Modelling the future in safety tech
An elaborate haute couture headdress was the inspiration for new wearable safety gear that can predict fatigue and save lives for astronauts and miners in high-heat and high-pressure environments.
The Canaria earpiece is the brainchild of startup entrepreneur Alex Moss, (25), of Brisbane, whose idea took off when she won a global technology award from NASA, in 2016. She had 48 hours to build a proof of concept. A year later she took out the 2017 Richard Branson Worldwide Top 10 Technology Startups Extreme Tech Challenge, the first in a string of international achievements.
Now a resident of Queensland, British-born Alex has a background in fine art and design. A graduate of the famous Courtauld Institute of Art in London, she is a successful model and creative director who has developed advertising campaigns appearing in Italian Vogue. Alex is entirely self-taught in technology. Her personal journey to the leading edge, at the age of 25, is nothing short of amazing.

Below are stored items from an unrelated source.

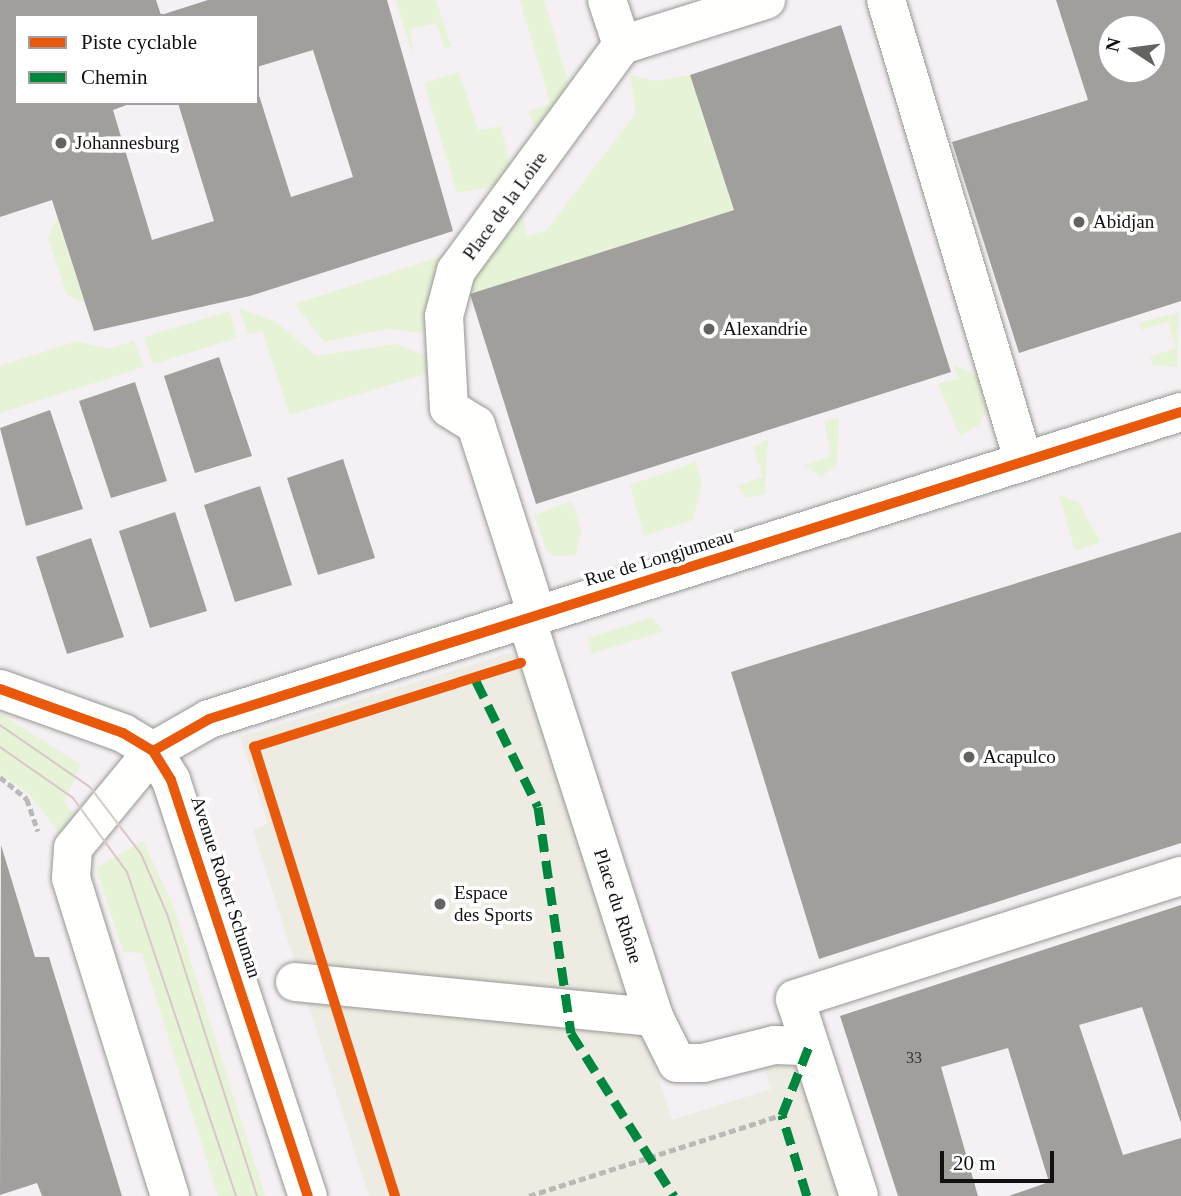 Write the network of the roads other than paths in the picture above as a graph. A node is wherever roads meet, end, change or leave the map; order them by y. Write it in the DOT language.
graph roads {
  1 [pos="607,0"];
  2 [pos="766,0"];
  3 [pos="886,0"];
  4 [pos="622,45"];
  5 [pos="1181,412"];
  6 [pos="1024,462"];
  7 [pos="532,616"];
  8 [pos="0,689"];
  9 [pos="153,751"];
  10 [pos="1181,876"];
  11 [pos="295,982"];
  12 [pos="654,1017"];
  13 [pos="808,1046"];
  14 [pos="170,1196"];
  15 [pos="308,1196"];
  16 [pos="859,1196"];
  1 -- 4 [label="street"];
  2 -- 4 [label="street"];
  3 -- 6 [label="street"];
  4 -- 7 [label="street, Place de la Loire"];
  5 -- 6 [label="street, Rue de Longjumeau"];
  6 -- 7 [label="street, Rue de Longjumeau"];
  7 -- 9 [label="street, Rue de Longjumeau"];
  7 -- 12 [label="street, Place du Rhône"];
  8 -- 9 [label="street"];
  9 -- 14 [label="street"];
  9 -- 15 [label="street, Avenue Robert Schuman"];
  10 -- 13 [label="street"];
  11 -- 12 [label="street"];
  12 -- 13 [label="street, Place du Rhône"];
  13 -- 16 [label="street"];
}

“I have no formal training. I was not ‘meant’ to do what I am doing now. I was never ‘supposed’ to found a successful technology company bridging AI, aerospace and medical device engineering. My family and peers were so profoundly shocked when I won the NASA Global Award that many thought the media coverage of my accolade was a joke; some sort of ironic performance art piece I was doing which accidentally fell into being picked up by the press,” she said.

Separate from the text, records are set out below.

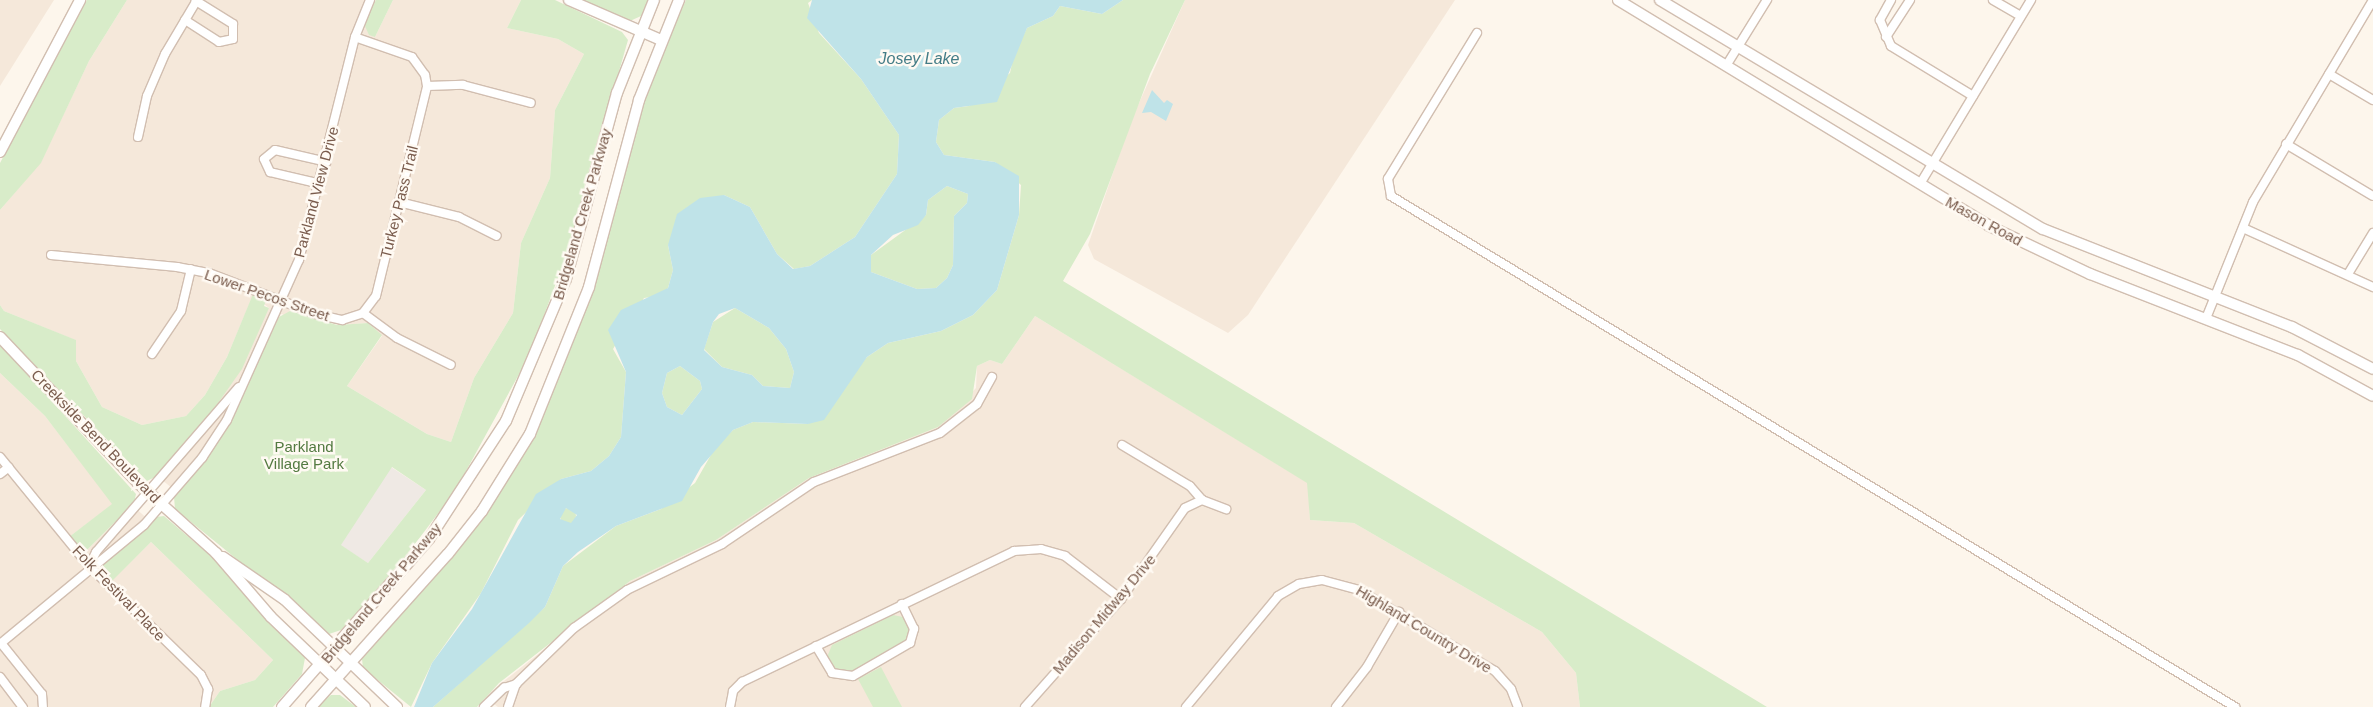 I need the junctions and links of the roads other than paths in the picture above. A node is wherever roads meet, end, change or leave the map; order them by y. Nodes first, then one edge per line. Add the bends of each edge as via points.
1 (80, 0) edge
2 (197, 0) edge
3 (370, 0) edge
4 (569, 0) edge
5 (654, 0) edge
6 (679, 0) edge
7 (1618, 0) edge
8 (1660, 0) edge
9 (1767, 0) edge
10 (1891, 0) edge
11 (1910, 0) edge
12 (1993, 0) edge
13 (2031, 0) edge
14 (2371, 1) edge
15 (2021, 16) junction
16 (185, 20) junction
17 (639, 32) junction
18 (1477, 33) dead end
19 (355, 37) junction
20 (1886, 38) junction
21 (661, 40) junction
22 (1738, 47) junction
23 (1726, 66) junction
24 (2329, 74) junction
25 (427, 86) junction
26 (1972, 96) junction
27 (2373, 100) edge
28 (530, 103) dead end
29 (138, 138) dead end
30 (2286, 144) junction
31 (0, 152) edge
32 (327, 162) junction
33 (1932, 163) junction
34 (321, 184) junction
35 (1920, 184) junction
36 (2373, 196) edge
37 (399, 202) junction
38 (2243, 228) junction
39 (2373, 233) edge
40 (497, 236) dead end
41 (51, 256) dead end
42 (191, 269) junction
43 (2348, 274) junction
44 (2373, 287) edge
45 (2215, 297) junction
46 (278, 299) junction
47 (362, 313) junction
48 (2207, 316) junction
49 (0, 337) edge
50 (152, 354) dead end
51 (452, 365) dead end
52 (2373, 369) edge
53 (992, 377) dead end
54 (246, 378) junction
55 (2373, 396) edge
56 (1122, 445) dead end
57 (0, 457) edge
58 (9, 467) junction
59 (0, 474) edge
60 (149, 492) junction
61 (1202, 500) junction
62 (162, 504) junction
63 (1226, 509) dead end
64 (216, 553) junction
65 (90, 566) junction
66 (1121, 599) junction
67 (902, 604) junction
68 (1399, 612) junction
69 (0, 643) edge
70 (816, 646) junction
71 (334, 648) junction
72 (350, 663) junction
73 (320, 664) junction
74 (0, 677) edge
75 (336, 680) junction
76 (516, 684) junction
77 (394, 704) edge
78 (23, 707) edge
79 (43, 707) edge
80 (205, 707) edge
81 (282, 707) edge
82 (311, 707) edge
83 (365, 707) edge
84 (484, 707) edge
85 (508, 707) edge
86 (730, 707) edge
87 (1025, 707) edge
88 (1186, 707) edge
89 (1336, 707) edge
90 (1518, 707) edge
91 (2234, 707) edge

1 - 31 main road
2 - 16 street
2 - 16 street via 233,24 233,39 219,42
3 - 19 street, Parkland View Drive
4 - 17 main road
5 - 17 main road, Bridgeland Creek Parkway
6 - 21 main road, Bridgeland Creek Parkway
7 - 23 main road, Mason Road
8 - 22 main road, Mason Road
9 - 22 street
10 - 20 street via 1880,20
11 - 20 street
12 - 15 street
13 - 15 street
14 - 24 street
15 - 26 street
16 - 29 street via 147,96
17 - 21 main road
17 - 71 main road, Bridgeland Creek Parkway via 617,93 566,279 527,377 461,495 398,577
18 - 91 street via 1388,179 1391,196
19 - 25 street via 412,58 425,75
19 - 32 street, Parkland View Drive
20 - 26 street via 1891,46
21 - 72 main road, Bridgeland Creek Parkway via 634,118 589,287 530,434 459,540
22 - 23 street
22 - 33 main road, Mason Road
23 - 35 main road, Mason Road
24 - 27 street
24 - 30 street
25 - 28 street via 463,85
25 - 37 street, Turkey Pass Trail
26 - 33 street
30 - 36 street
30 - 38 street
32 - 34 street, Parkland View Drive
32 - 34 street via 275,150 264,159 270,172
33 - 35 street
33 - 45 main road, Mason Road via 2044,229
34 - 46 street, Parkland View Drive via 299,260
35 - 48 main road, Mason Road via 2039,252
37 - 40 street via 459,217
37 - 47 street, Turkey Pass Trail via 376,296
38 - 43 street
38 - 45 street
39 - 43 street
41 - 42 street, Lower Pecos Street
42 - 46 street, Lower Pecos Street
42 - 50 street via 181,311
43 - 44 street
45 - 48 street
45 - 52 main road, Mason Road via 2292,327
46 - 47 street, Lower Pecos Street via 342,320
46 - 54 street, Parkland View Drive
47 - 51 street via 397,338
48 - 55 main road, Mason Road via 2298,355
49 - 60 main road, Creekside Bend Boulevard
53 - 76 street via 977,404 940,433 814,482 722,544 627,590 560,640
54 - 60 street, Parkland View Drive
54 - 62 street, Parkland View Drive via 227,420 202,458
56 - 61 street via 1190,486
57 - 58 street, Folk Festival Place
58 - 59 street
58 - 65 street, Folk Festival Place
60 - 62 main road, Creekside Bend Boulevard
60 - 65 street, Parkland View Drive via 96,552
61 - 63 street
61 - 66 street, Madison Midway Drive via 1185,508
62 - 64 main road, Creekside Bend Boulevard
62 - 65 street, Parkland View Drive via 121,545
64 - 71 main road, Creekside Bend Boulevard via 285,600
64 - 73 main road, Creekside Bend Boulevard via 271,618
65 - 69 street, Parkland View Drive
65 - 80 street, Folk Festival Place via 201,675 208,689
66 - 67 street via 1065,556 1027,549 999,556
66 - 87 street, Madison Midway Drive
67 - 70 street
67 - 70 street via 914,629 910,643 853,676 832,673
68 - 88 street, Highland Country Drive via 1334,581 1310,581 1289,588 1268,607
68 - 89 street via 1367,667
68 - 90 street, Highland Country Drive via 1495,671 1511,689
69 - 79 street via 42,694
70 - 86 street via 742,682 733,691
71 - 72 main road, Creekside Bend Boulevard
71 - 73 main road, Bridgeland Creek Parkway
72 - 75 main road, Bridgeland Creek Parkway
72 - 77 main road, Creekside Bend Boulevard
73 - 75 main road, Creekside Bend Boulevard
73 - 81 main road, Bridgeland Creek Parkway
74 - 78 street
75 - 82 main road, Bridgeland Creek Parkway
75 - 83 main road, Creekside Bend Boulevard
76 - 84 street via 504,688
76 - 85 street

Alex is founding CEO & Head Designer of Canaria Technologies and is commercialising the Canaria earpiece, a real-time medical-grade wearable device, powered by machine learning, which can predict cognitive fatigue and heat stress. The business has raised significant seed capital and some of Queensland’s biggest mining and oil and gas companies have seen the prototype and already put in orders.
Alex won the WiT Entrepreneurial Start Up Award in 2018.